• [EXERCISE GOAL]:
Go through the entries below and print each one exactly.

BEGIN

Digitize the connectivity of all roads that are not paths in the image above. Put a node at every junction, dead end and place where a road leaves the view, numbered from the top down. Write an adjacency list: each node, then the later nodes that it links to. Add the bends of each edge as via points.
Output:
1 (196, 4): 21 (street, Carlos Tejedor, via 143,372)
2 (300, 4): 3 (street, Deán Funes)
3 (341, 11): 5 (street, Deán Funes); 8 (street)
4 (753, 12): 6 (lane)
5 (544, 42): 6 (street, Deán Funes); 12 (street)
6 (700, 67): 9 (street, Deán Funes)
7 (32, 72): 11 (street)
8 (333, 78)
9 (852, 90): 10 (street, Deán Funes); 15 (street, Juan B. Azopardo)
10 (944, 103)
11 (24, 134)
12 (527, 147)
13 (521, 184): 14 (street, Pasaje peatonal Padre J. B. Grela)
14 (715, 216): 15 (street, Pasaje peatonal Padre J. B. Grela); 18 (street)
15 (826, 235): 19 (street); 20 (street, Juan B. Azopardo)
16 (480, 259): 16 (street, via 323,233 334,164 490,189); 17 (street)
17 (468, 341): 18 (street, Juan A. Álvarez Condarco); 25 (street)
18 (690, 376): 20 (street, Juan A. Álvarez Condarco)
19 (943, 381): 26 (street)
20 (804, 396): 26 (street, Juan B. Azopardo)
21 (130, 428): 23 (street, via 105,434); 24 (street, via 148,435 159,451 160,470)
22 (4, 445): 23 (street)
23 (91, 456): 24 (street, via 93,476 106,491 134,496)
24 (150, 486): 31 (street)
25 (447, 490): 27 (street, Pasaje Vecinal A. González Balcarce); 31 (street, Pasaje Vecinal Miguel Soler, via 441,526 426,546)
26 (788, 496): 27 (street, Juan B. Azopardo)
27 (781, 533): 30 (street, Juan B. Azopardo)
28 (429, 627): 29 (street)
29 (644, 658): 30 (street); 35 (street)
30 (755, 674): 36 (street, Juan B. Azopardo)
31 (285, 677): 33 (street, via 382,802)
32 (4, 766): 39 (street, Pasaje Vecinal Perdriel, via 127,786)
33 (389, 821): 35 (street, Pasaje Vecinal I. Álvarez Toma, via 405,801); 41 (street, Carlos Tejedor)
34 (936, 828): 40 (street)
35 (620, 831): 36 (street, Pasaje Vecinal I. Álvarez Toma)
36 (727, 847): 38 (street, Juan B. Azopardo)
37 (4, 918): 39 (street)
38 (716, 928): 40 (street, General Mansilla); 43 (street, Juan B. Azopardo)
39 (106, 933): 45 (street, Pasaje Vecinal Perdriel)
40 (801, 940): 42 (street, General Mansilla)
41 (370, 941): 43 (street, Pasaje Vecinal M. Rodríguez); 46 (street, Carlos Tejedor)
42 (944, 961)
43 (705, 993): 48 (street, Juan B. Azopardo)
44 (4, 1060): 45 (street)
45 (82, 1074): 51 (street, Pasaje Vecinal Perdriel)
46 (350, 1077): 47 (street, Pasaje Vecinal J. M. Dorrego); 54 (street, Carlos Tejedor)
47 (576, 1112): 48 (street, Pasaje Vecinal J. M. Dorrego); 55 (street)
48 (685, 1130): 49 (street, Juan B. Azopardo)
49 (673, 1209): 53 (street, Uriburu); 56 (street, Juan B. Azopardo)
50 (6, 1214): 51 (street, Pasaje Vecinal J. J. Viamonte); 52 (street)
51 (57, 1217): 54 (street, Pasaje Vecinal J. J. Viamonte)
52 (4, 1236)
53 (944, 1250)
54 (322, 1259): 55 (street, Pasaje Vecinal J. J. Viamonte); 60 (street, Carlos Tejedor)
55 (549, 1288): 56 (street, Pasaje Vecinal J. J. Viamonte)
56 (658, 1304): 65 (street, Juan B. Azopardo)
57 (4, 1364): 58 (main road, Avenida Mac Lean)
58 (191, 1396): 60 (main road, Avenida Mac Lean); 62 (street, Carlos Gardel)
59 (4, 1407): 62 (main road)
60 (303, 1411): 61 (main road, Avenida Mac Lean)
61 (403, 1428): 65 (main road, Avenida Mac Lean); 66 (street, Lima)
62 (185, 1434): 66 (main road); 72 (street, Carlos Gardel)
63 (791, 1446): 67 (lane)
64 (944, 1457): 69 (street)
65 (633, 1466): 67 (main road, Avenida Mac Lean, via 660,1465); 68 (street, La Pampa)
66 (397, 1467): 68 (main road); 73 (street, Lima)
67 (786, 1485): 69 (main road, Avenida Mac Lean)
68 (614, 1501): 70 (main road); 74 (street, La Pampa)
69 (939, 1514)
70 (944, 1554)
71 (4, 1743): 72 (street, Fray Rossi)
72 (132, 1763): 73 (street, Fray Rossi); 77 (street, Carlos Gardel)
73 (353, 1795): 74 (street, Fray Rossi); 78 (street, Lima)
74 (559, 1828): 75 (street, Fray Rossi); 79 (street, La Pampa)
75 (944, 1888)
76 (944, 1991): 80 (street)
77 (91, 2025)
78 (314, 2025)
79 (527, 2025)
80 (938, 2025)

END

• [EXERCISE RESPONSE]:
Digitize the connectivity of all roads that are not paths in the image above. Put a node at every junction, dead end and place where a road leaves the view, numbered from the top down. Write an adjacency list: each node, then the later nodes that it links to. Add the bends of each edge as via points.
Output:
1 (196, 4): 21 (street, Carlos Tejedor, via 143,372)
2 (300, 4): 3 (street, Deán Funes)
3 (341, 11): 5 (street, Deán Funes); 8 (street)
4 (753, 12): 6 (lane)
5 (544, 42): 6 (street, Deán Funes); 12 (street)
6 (700, 67): 9 (street, Deán Funes)
7 (32, 72): 11 (street)
8 (333, 78)
9 (852, 90): 10 (street, Deán Funes); 15 (street, Juan B. Azopardo)
10 (944, 103)
11 (24, 134)
12 (527, 147)
13 (521, 184): 14 (street, Pasaje peatonal Padre J. B. Grela)
14 (715, 216): 15 (street, Pasaje peatonal Padre J. B. Grela); 18 (street)
15 (826, 235): 19 (street); 20 (street, Juan B. Azopardo)
16 (480, 259): 16 (street, via 323,233 334,164 490,189); 17 (street)
17 (468, 341): 18 (street, Juan A. Álvarez Condarco); 25 (street)
18 (690, 376): 20 (street, Juan A. Álvarez Condarco)
19 (943, 381): 26 (street)
20 (804, 396): 26 (street, Juan B. Azopardo)
21 (130, 428): 23 (street, via 105,434); 24 (street, via 148,435 159,451 160,470)
22 (4, 445): 23 (street)
23 (91, 456): 24 (street, via 93,476 106,491 134,496)
24 (150, 486): 31 (street)
25 (447, 490): 27 (street, Pasaje Vecinal A. González Balcarce); 31 (street, Pasaje Vecinal Miguel Soler, via 441,526 426,546)
26 (788, 496): 27 (street, Juan B. Azopardo)
27 (781, 533): 30 (street, Juan B. Azopardo)
28 (429, 627): 29 (street)
29 (644, 658): 30 (street); 35 (street)
30 (755, 674): 36 (street, Juan B. Azopardo)
31 (285, 677): 33 (street, via 382,802)
32 (4, 766): 39 (street, Pasaje Vecinal Perdriel, via 127,786)
33 (389, 821): 35 (street, Pasaje Vecinal I. Álvarez Toma, via 405,801); 41 (street, Carlos Tejedor)
34 (936, 828): 40 (street)
35 (620, 831): 36 (street, Pasaje Vecinal I. Álvarez Toma)
36 (727, 847): 38 (street, Juan B. Azopardo)
37 (4, 918): 39 (street)
38 (716, 928): 40 (street, General Mansilla); 43 (street, Juan B. Azopardo)
39 (106, 933): 45 (street, Pasaje Vecinal Perdriel)
40 (801, 940): 42 (street, General Mansilla)
41 (370, 941): 43 (street, Pasaje Vecinal M. Rodríguez); 46 (street, Carlos Tejedor)
42 (944, 961)
43 (705, 993): 48 (street, Juan B. Azopardo)
44 (4, 1060): 45 (street)
45 (82, 1074): 51 (street, Pasaje Vecinal Perdriel)
46 (350, 1077): 47 (street, Pasaje Vecinal J. M. Dorrego); 54 (street, Carlos Tejedor)
47 (576, 1112): 48 (street, Pasaje Vecinal J. M. Dorrego); 55 (street)
48 (685, 1130): 49 (street, Juan B. Azopardo)
49 (673, 1209): 53 (street, Uriburu); 56 (street, Juan B. Azopardo)
50 (6, 1214): 51 (street, Pasaje Vecinal J. J. Viamonte); 52 (street)
51 (57, 1217): 54 (street, Pasaje Vecinal J. J. Viamonte)
52 (4, 1236)
53 (944, 1250)
54 (322, 1259): 55 (street, Pasaje Vecinal J. J. Viamonte); 60 (street, Carlos Tejedor)
55 (549, 1288): 56 (street, Pasaje Vecinal J. J. Viamonte)
56 (658, 1304): 65 (street, Juan B. Azopardo)
57 (4, 1364): 58 (main road, Avenida Mac Lean)
58 (191, 1396): 60 (main road, Avenida Mac Lean); 62 (street, Carlos Gardel)
59 (4, 1407): 62 (main road)
60 (303, 1411): 61 (main road, Avenida Mac Lean)
61 (403, 1428): 65 (main road, Avenida Mac Lean); 66 (street, Lima)
62 (185, 1434): 66 (main road); 72 (street, Carlos Gardel)
63 (791, 1446): 67 (lane)
64 (944, 1457): 69 (street)
65 (633, 1466): 67 (main road, Avenida Mac Lean, via 660,1465); 68 (street, La Pampa)
66 (397, 1467): 68 (main road); 73 (street, Lima)
67 (786, 1485): 69 (main road, Avenida Mac Lean)
68 (614, 1501): 70 (main road); 74 (street, La Pampa)
69 (939, 1514)
70 (944, 1554)
71 (4, 1743): 72 (street, Fray Rossi)
72 (132, 1763): 73 (street, Fray Rossi); 77 (street, Carlos Gardel)
73 (353, 1795): 74 (street, Fray Rossi); 78 (street, Lima)
74 (559, 1828): 75 (street, Fray Rossi); 79 (street, La Pampa)
75 (944, 1888)
76 (944, 1991): 80 (street)
77 (91, 2025)
78 (314, 2025)
79 (527, 2025)
80 (938, 2025)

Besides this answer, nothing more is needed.